(Task objective)
Please return the records below exactly as they appear, leaving every picture out.

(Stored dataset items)
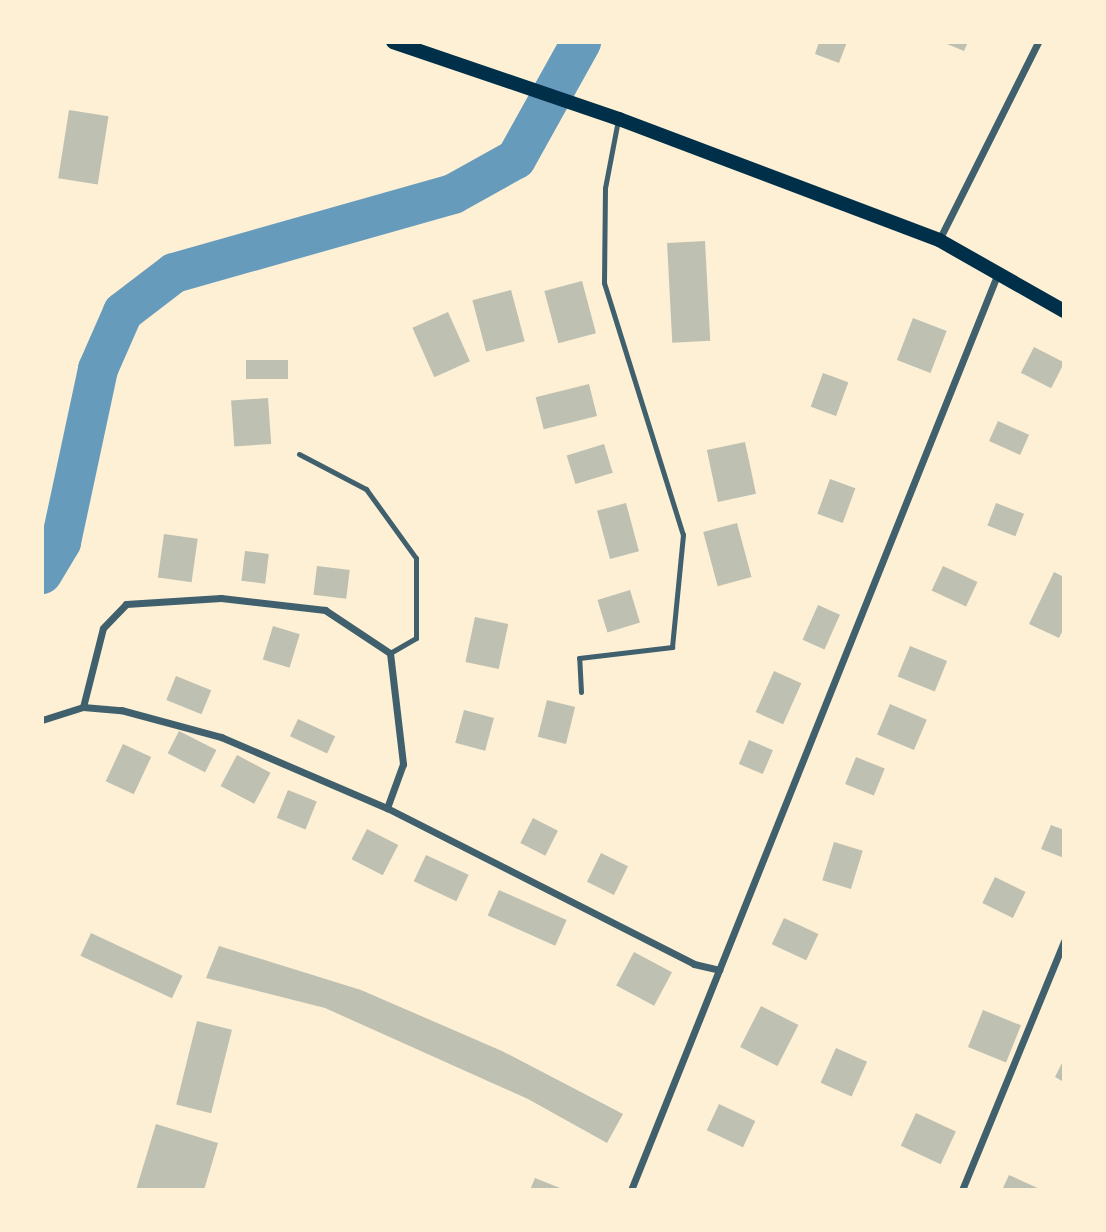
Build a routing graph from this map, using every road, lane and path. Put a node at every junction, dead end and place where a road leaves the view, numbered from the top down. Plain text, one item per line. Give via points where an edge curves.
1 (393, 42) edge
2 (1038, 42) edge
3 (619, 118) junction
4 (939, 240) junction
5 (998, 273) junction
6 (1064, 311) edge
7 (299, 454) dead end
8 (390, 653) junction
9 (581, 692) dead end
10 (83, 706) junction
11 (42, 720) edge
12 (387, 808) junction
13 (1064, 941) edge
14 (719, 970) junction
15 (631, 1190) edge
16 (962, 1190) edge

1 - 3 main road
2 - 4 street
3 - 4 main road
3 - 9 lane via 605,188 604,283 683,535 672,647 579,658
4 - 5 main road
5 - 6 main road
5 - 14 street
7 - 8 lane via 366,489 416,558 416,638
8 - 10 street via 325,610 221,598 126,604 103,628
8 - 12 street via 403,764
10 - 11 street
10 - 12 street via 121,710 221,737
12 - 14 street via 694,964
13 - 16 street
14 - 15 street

(Your solution)
Build a routing graph from this map, using every road, lane and path. Put a node at every junction, dead end and place where a road leaves the view, numbered from the top down. Plain text, one item per line. Give via points where an edge curves.
1 (393, 42) edge
2 (1038, 42) edge
3 (619, 118) junction
4 (939, 240) junction
5 (998, 273) junction
6 (1064, 311) edge
7 (299, 454) dead end
8 (390, 653) junction
9 (581, 692) dead end
10 (83, 706) junction
11 (42, 720) edge
12 (387, 808) junction
13 (1064, 941) edge
14 (719, 970) junction
15 (631, 1190) edge
16 (962, 1190) edge

1 - 3 main road
2 - 4 street
3 - 4 main road
3 - 9 lane via 605,188 604,283 683,535 672,647 579,658
4 - 5 main road
5 - 6 main road
5 - 14 street
7 - 8 lane via 366,489 416,558 416,638
8 - 10 street via 325,610 221,598 126,604 103,628
8 - 12 street via 403,764
10 - 11 street
10 - 12 street via 121,710 221,737
12 - 14 street via 694,964
13 - 16 street
14 - 15 street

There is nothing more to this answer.